It has the widest variation of any hobby I know. From home-makers watching birds visit the scraps they put out in the garden, through to manic twitchers who will drive the length of the country to add another tick to their list.
Birders might watch wherever they happen to be, or stick to "their patch". They might have a favourite spot on the cliffs for seawatching, or they might like to "browse" reserves.
Personally, I've come late to the hobby - I've liked birds for most of my life, but only gotten into actually watching them for a couple of years. It can be an expensive hobby as well - quite aside from the petrol money, there are the binoculars, the scope, the clothes. If I bought all the kit from new, it would cost me hundreds, maybe thousands.
Fortunately, my dad has been into birds for years, and has enough disposable income to buy himself decent kit. He uses me to rationalise his buying - he can pass his old kit onto me, "to save me money". He's spent thousands saving me money. The only new kit I have are my bins (a nice pair of roof-prism 8x32s from the RSPB) and my books.
A good guide book is essential.

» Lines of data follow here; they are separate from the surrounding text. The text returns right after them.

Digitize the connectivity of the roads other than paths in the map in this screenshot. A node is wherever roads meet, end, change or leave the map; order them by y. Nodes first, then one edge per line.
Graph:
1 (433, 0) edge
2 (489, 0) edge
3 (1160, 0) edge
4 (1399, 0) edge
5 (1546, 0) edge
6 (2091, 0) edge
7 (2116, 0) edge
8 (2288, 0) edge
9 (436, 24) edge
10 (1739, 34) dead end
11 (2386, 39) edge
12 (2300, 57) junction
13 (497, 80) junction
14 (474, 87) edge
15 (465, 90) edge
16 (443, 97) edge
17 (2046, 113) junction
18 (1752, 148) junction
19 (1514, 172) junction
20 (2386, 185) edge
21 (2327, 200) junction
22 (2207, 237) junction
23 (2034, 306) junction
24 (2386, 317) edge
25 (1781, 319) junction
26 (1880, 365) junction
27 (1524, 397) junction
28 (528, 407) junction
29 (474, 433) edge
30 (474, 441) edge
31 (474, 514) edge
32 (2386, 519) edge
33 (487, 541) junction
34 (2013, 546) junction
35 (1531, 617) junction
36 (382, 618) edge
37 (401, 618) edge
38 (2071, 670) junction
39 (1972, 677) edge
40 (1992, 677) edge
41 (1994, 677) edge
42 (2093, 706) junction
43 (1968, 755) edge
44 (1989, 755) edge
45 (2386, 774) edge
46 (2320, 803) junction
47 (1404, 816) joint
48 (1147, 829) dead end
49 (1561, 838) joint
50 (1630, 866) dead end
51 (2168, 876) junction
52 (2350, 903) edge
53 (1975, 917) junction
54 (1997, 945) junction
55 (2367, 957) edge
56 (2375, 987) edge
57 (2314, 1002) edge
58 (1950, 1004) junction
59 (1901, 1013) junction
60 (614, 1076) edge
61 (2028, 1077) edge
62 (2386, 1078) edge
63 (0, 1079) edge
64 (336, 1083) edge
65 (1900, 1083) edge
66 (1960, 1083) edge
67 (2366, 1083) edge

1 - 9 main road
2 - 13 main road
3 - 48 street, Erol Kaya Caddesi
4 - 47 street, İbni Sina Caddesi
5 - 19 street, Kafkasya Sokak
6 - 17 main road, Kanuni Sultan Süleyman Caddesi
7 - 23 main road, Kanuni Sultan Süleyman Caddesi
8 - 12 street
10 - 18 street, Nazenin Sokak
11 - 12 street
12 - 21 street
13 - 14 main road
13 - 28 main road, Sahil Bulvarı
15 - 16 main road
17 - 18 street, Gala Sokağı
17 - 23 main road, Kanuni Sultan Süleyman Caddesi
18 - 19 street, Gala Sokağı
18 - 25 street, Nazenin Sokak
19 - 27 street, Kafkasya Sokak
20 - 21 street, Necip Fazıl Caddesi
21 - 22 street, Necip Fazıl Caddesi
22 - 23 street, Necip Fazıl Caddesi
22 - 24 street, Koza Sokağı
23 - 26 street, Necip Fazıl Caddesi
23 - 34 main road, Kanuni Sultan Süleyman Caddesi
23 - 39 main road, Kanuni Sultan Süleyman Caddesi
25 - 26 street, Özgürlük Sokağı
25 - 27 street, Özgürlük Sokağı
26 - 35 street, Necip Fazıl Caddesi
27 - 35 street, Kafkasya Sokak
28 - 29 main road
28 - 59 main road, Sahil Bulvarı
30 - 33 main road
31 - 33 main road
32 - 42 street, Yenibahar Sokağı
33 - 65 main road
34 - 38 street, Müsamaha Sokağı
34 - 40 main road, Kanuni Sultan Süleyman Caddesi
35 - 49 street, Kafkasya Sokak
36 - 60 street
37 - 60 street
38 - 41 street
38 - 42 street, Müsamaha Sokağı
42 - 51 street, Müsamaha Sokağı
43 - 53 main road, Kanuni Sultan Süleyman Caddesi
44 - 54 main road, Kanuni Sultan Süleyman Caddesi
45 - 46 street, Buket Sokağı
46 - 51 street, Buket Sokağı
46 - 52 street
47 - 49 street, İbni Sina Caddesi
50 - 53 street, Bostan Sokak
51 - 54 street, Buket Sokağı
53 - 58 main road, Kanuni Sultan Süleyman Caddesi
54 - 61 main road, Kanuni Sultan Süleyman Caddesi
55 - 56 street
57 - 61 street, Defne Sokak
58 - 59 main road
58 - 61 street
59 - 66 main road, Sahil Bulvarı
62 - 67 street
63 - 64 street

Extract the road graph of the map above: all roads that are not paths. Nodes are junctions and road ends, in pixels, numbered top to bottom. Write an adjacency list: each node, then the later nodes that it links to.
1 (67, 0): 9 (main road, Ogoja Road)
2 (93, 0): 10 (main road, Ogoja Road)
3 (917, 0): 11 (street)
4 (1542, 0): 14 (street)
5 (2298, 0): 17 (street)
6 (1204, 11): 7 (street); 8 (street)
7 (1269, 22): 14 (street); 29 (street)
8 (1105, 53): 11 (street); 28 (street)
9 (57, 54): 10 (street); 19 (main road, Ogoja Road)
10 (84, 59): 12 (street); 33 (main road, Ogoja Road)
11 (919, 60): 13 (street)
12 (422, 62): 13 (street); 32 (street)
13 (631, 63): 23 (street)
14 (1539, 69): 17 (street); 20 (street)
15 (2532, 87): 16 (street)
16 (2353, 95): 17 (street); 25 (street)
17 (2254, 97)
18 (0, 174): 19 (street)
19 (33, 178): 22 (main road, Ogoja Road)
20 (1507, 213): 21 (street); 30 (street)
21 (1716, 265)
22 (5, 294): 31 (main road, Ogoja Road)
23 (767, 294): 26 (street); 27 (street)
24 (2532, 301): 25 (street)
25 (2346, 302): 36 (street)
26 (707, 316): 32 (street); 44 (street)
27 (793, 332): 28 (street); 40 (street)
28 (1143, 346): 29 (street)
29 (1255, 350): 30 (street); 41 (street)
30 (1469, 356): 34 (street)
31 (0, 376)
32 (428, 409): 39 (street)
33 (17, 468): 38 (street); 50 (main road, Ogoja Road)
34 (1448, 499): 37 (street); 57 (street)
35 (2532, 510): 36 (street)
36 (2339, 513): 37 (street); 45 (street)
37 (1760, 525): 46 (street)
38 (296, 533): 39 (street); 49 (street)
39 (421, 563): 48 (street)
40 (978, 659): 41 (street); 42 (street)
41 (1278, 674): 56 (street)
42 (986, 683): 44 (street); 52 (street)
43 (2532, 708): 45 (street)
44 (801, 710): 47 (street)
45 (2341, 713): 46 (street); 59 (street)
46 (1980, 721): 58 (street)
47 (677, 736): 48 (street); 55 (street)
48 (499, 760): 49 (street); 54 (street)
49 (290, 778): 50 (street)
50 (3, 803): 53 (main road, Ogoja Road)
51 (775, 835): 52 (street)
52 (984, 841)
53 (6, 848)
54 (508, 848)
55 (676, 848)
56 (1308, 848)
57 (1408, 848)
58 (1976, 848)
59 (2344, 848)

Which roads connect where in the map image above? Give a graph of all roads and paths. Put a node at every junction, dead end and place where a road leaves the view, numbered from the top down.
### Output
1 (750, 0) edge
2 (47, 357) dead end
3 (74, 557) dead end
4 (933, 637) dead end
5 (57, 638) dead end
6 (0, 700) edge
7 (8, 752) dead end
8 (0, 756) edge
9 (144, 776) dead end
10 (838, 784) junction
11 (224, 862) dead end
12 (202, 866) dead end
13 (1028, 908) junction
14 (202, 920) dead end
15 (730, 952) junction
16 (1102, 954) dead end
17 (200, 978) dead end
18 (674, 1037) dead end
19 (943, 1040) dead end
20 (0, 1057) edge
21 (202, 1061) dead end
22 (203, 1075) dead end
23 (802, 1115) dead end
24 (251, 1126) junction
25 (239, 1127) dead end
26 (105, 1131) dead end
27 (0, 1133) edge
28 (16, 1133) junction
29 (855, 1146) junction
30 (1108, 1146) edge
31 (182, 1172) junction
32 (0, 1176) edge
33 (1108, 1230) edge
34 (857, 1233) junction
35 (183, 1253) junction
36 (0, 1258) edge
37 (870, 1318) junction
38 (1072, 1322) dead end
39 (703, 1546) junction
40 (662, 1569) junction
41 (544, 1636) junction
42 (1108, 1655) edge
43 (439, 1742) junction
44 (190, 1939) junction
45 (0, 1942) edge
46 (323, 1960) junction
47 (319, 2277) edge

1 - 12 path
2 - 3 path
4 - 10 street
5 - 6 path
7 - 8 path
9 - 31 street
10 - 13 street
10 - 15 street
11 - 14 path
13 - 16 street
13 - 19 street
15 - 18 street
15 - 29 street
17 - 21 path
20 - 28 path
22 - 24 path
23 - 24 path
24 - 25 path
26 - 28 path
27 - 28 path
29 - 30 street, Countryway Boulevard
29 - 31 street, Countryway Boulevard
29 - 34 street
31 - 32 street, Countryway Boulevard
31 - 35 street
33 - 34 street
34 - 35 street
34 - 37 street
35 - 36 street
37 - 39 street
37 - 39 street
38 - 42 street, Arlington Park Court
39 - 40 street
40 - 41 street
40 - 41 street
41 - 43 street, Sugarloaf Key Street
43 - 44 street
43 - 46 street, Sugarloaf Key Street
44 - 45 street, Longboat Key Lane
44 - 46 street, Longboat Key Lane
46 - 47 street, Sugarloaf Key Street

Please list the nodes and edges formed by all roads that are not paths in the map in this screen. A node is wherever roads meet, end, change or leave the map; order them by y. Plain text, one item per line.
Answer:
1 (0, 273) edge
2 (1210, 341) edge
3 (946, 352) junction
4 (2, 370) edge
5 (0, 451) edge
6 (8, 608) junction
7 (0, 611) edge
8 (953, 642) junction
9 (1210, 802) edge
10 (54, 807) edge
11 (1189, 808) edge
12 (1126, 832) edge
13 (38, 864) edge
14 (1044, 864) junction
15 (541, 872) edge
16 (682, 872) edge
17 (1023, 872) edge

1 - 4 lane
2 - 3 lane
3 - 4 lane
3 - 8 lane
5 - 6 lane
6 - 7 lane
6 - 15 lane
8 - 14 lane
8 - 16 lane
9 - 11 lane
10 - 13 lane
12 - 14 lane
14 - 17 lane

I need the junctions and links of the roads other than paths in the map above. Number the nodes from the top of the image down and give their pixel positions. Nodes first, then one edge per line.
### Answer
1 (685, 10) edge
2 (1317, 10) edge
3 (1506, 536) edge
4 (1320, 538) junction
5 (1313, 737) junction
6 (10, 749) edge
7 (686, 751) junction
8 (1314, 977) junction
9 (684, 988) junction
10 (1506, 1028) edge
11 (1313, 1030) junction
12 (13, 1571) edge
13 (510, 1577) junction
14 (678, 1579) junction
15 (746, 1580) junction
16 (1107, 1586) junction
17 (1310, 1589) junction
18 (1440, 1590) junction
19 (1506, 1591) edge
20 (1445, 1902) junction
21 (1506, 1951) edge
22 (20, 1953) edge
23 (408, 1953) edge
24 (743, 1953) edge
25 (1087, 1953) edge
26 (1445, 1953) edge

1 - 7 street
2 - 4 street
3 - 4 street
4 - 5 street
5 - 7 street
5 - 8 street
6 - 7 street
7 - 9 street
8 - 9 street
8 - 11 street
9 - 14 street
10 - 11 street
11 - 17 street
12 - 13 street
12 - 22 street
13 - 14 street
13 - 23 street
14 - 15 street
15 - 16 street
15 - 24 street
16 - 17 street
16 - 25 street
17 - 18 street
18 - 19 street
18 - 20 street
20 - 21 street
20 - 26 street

Obviously, you choose the right book for your area, but I highly recommend RSPB's Birds of Britain and Europe by Rob Hume. My dad swears by the latest Collins guide.
You may also need more specialised books if you settle on a particular style of birding, or type of birds. I seem to end up at beaches a lot, so I also have Shorebirds of the Northern Hemisphere by Richard Chandler and Flight Identification of European Seabirds by Blomdahl, Breife and Holmstrom.
What you need most of all, though, is a patient sense of humour. You can spend all day in the field, see some lovely birds, have a great time, then you get home, tell your tales and somebody says "So, nothing new, then?"
Or the number of times you arrive at a spot already occupied by a group of birders who say "Oh, you just missed..."
The funniest thing, though, is the instant expert. The chap who decides he wants a hobby, something to get him out of the house. Half the fun for them is buying the kit, getting all the "right" stuff.
Last January, a few days after Christmas, I was at Minsmere Reserve. The place was stiff with middle-aged men with brand new equipment. Bins, scopes, even jackets.
I was in a hide, with a dad and his lad in at the same time. The boy, keen, pointed out of the window and asked what a bird was. The dad peered through his thousand-pound binoculars, frowned, set up a scope more expensive than my car, had a look, smiled, and declared; it's a duck.